De economia e medicina medievais

Ilustração Joana Brasileiro

No final de novembro ocorreu mais uma reunião do Comitê de Política Monetária (Copom) do Banco Central do Brasil (BCB). Essa reunião avalia o estado geral da economia, notadamente, o risco de alta inflação para determinar a taxa de juro básica da economia brasileira. Esse comitê tem, portanto, o poder de determinar o piso dos juros no país e, por consequência, determinar quanto o governo pagará para aqueles que tem dinheiro investido em títulos da dívida pública.

“Em doze meses, os juros nominais atingiram R$406,8 bilhões (6,61% do PIB)”, afirma a Nota de Política Fiscal do BCB de 28/11/2016. Uma montanha de dinheiro que sai do orçamento do governo diretamente para os bolsos de que empresta dinheiro para o governo, ao mesmo tempo responsável pelo agravamento da desigualdade de renda e invisível. Em nenhuma conversa sobre “austeridade” se fala sobre esse que é o maior gasto do Estado brasileiro.

Contudo, há um efeito ainda pior: ao ter direito a esse montante de juros, o detentor de recursos não investe seu dinheiro em bens que contribuiriam para o crescimento econômico. Ele tem um resultado ótimo, sem risco e com liquidez, a qualquer momento pode vender seus títulos e ter o dinheiro livre de volta. É o melhor dos mundos. Para que investir numa fábrica?

Juntando, então, na mesma cumbuca a taxa de juros, a instabilidade política e a política de “austeridade” temos a recessão que estamos vivendo.

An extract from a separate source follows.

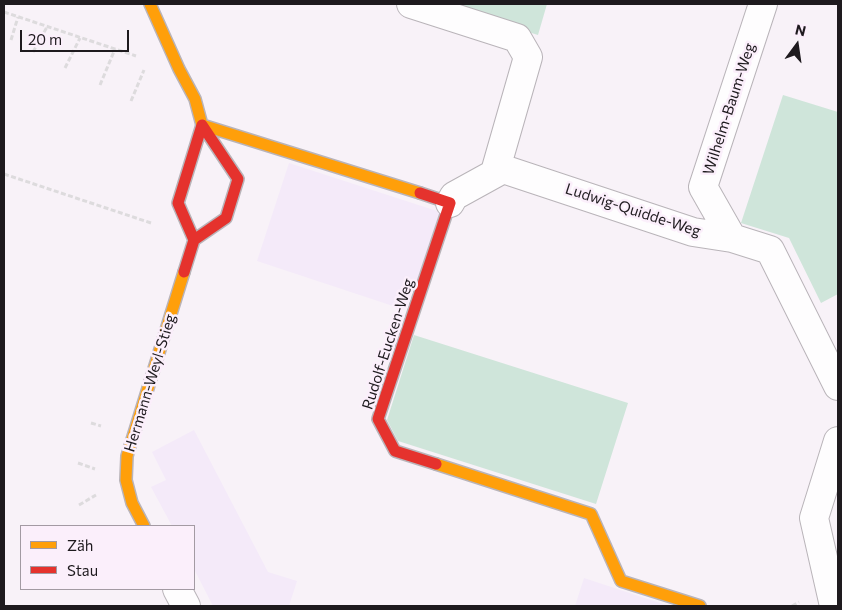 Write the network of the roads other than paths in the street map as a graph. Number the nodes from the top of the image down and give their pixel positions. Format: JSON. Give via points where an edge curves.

Veja como a ata do Copom explica os dados que colheu até novembro:

O conjunto dos indicadores divulgados desde a última reunião do Copom sugere atividade econômica aquém do esperado no curto prazo. Houve reduções nas projeções para o PIB em 2016 e 2017 e interrupção na recuperação dos componentes de expectativas de índices de confiança. Após ter interrompido uma longa sequência de quedas no segundo trimestre, a medida de investimento nas contas nacionais voltou a recuar no terceiro trimestre.

A ata revela, em linguagem suave e bem medida, que estamos em uma recessão maior do que esperávamos, que as projeções indicam queda maior nesse ano e no próximo, que as pesquisas mostram queda na confiança na recuperação da economia e que o investimento voltou a cair. Continua a ata:

A economia segue operando com alto nível de ociosidade dos fatores de produção, refletido nos baixos índices de utilização da capacidade da indústria e, principalmente, na taxa de desemprego.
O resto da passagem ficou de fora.